* _Exercise goal_: Give back each entry word for word, but drop the images.
##### Dataset records #####
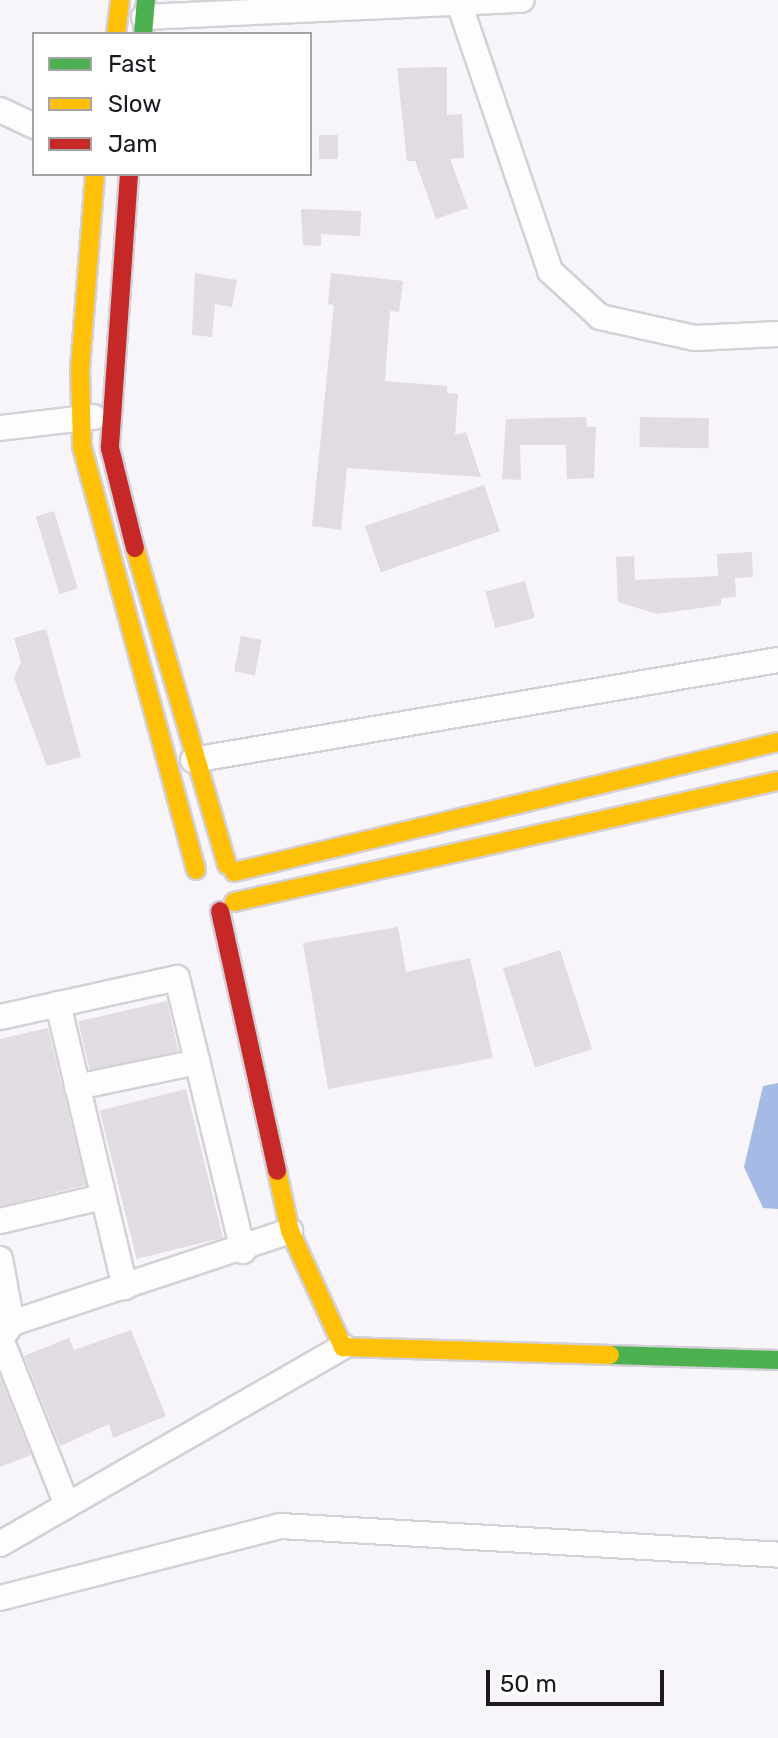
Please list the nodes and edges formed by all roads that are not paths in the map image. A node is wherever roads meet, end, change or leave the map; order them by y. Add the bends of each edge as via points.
1 (120, 0) edge
2 (522, 0) edge
3 (458, 2) edge
4 (265, 4) edge
5 (144, 17) edge
6 (116, 32) edge
7 (0, 110) edge
8 (32, 125) edge
9 (95, 176) edge
10 (129, 176) edge
11 (778, 334) edge
12 (109, 416) junction
13 (78, 418) junction
14 (0, 428) edge
15 (778, 660) edge
16 (778, 742) edge
17 (193, 760) junction
18 (778, 781) edge
19 (230, 868) junction
20 (196, 870) junction
21 (227, 906) junction
22 (58, 1004) junction
23 (0, 1017) edge
24 (197, 1062) junction
25 (77, 1087) junction
26 (102, 1197) junction
27 (0, 1221) edge
28 (290, 1231) junction
29 (243, 1251) junction
30 (0, 1259) edge
31 (125, 1287) junction
32 (12, 1323) junction
33 (343, 1347) junction
34 (778, 1360) edge
35 (67, 1505) junction
36 (0, 1544) edge
37 (778, 1555) edge
38 (0, 1598) edge

1 - 6 street
2 - 3 street
3 - 4 street
3 - 11 street via 550,271 600,317 695,338
4 - 5 street
7 - 8 street
9 - 13 street
10 - 12 street
12 - 13 street
12 - 17 street via 117,485
13 - 14 street
13 - 20 street via 89,488
15 - 17 street
16 - 19 street
17 - 19 street
18 - 21 street
19 - 20 street
19 - 21 street
20 - 21 street via 193,898
21 - 28 street
22 - 23 street
22 - 24 street via 177,978
22 - 25 street
24 - 25 street
24 - 29 street
25 - 26 street
26 - 27 street
26 - 31 street
28 - 29 street
28 - 33 street
29 - 31 street
30 - 32 street
31 - 32 street
32 - 35 street via 1,1339
33 - 34 street
33 - 35 street
35 - 36 street
37 - 38 street via 281,1526

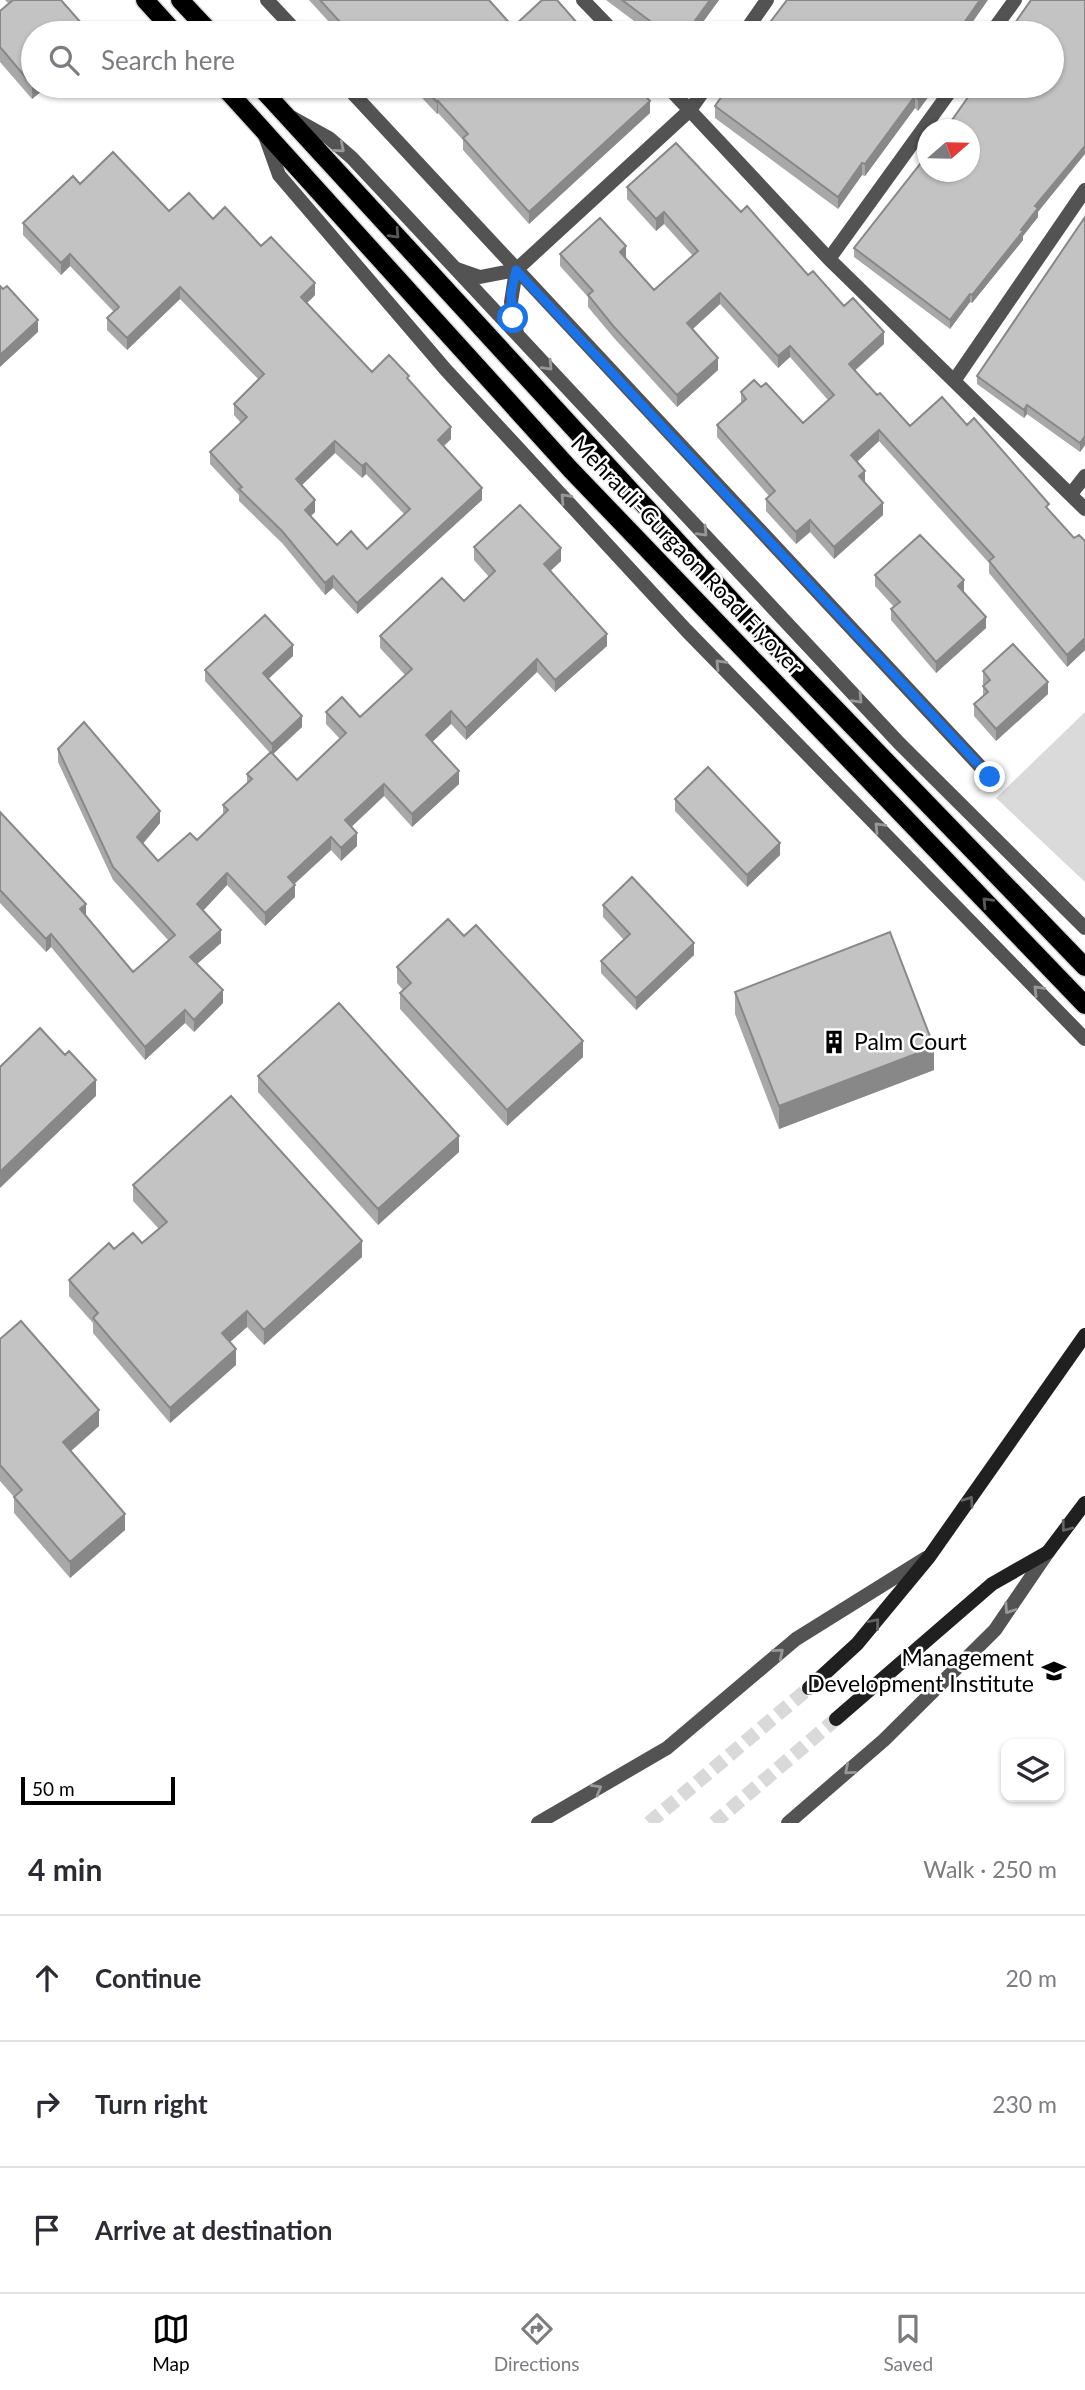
#####
* _Exercise output_:
Please list the nodes and edges formed by all roads that are not paths in the map image. A node is wherever roads meet, end, change or leave the map; order them by y. Add the bends of each edge as via points.
1 (120, 0) edge
2 (522, 0) edge
3 (458, 2) edge
4 (265, 4) edge
5 (144, 17) edge
6 (116, 32) edge
7 (0, 110) edge
8 (32, 125) edge
9 (95, 176) edge
10 (129, 176) edge
11 (778, 334) edge
12 (109, 416) junction
13 (78, 418) junction
14 (0, 428) edge
15 (778, 660) edge
16 (778, 742) edge
17 (193, 760) junction
18 (778, 781) edge
19 (230, 868) junction
20 (196, 870) junction
21 (227, 906) junction
22 (58, 1004) junction
23 (0, 1017) edge
24 (197, 1062) junction
25 (77, 1087) junction
26 (102, 1197) junction
27 (0, 1221) edge
28 (290, 1231) junction
29 (243, 1251) junction
30 (0, 1259) edge
31 (125, 1287) junction
32 (12, 1323) junction
33 (343, 1347) junction
34 (778, 1360) edge
35 (67, 1505) junction
36 (0, 1544) edge
37 (778, 1555) edge
38 (0, 1598) edge

1 - 6 street
2 - 3 street
3 - 4 street
3 - 11 street via 550,271 600,317 695,338
4 - 5 street
7 - 8 street
9 - 13 street
10 - 12 street
12 - 13 street
12 - 17 street via 117,485
13 - 14 street
13 - 20 street via 89,488
15 - 17 street
16 - 19 street
17 - 19 street
18 - 21 street
19 - 20 street
19 - 21 street
20 - 21 street via 193,898
21 - 28 street
22 - 23 street
22 - 24 street via 177,978
22 - 25 street
24 - 25 street
24 - 29 street
25 - 26 street
26 - 27 street
26 - 31 street
28 - 29 street
28 - 33 street
29 - 31 street
30 - 32 street
31 - 32 street
32 - 35 street via 1,1339
33 - 34 street
33 - 35 street
35 - 36 street
37 - 38 street via 281,1526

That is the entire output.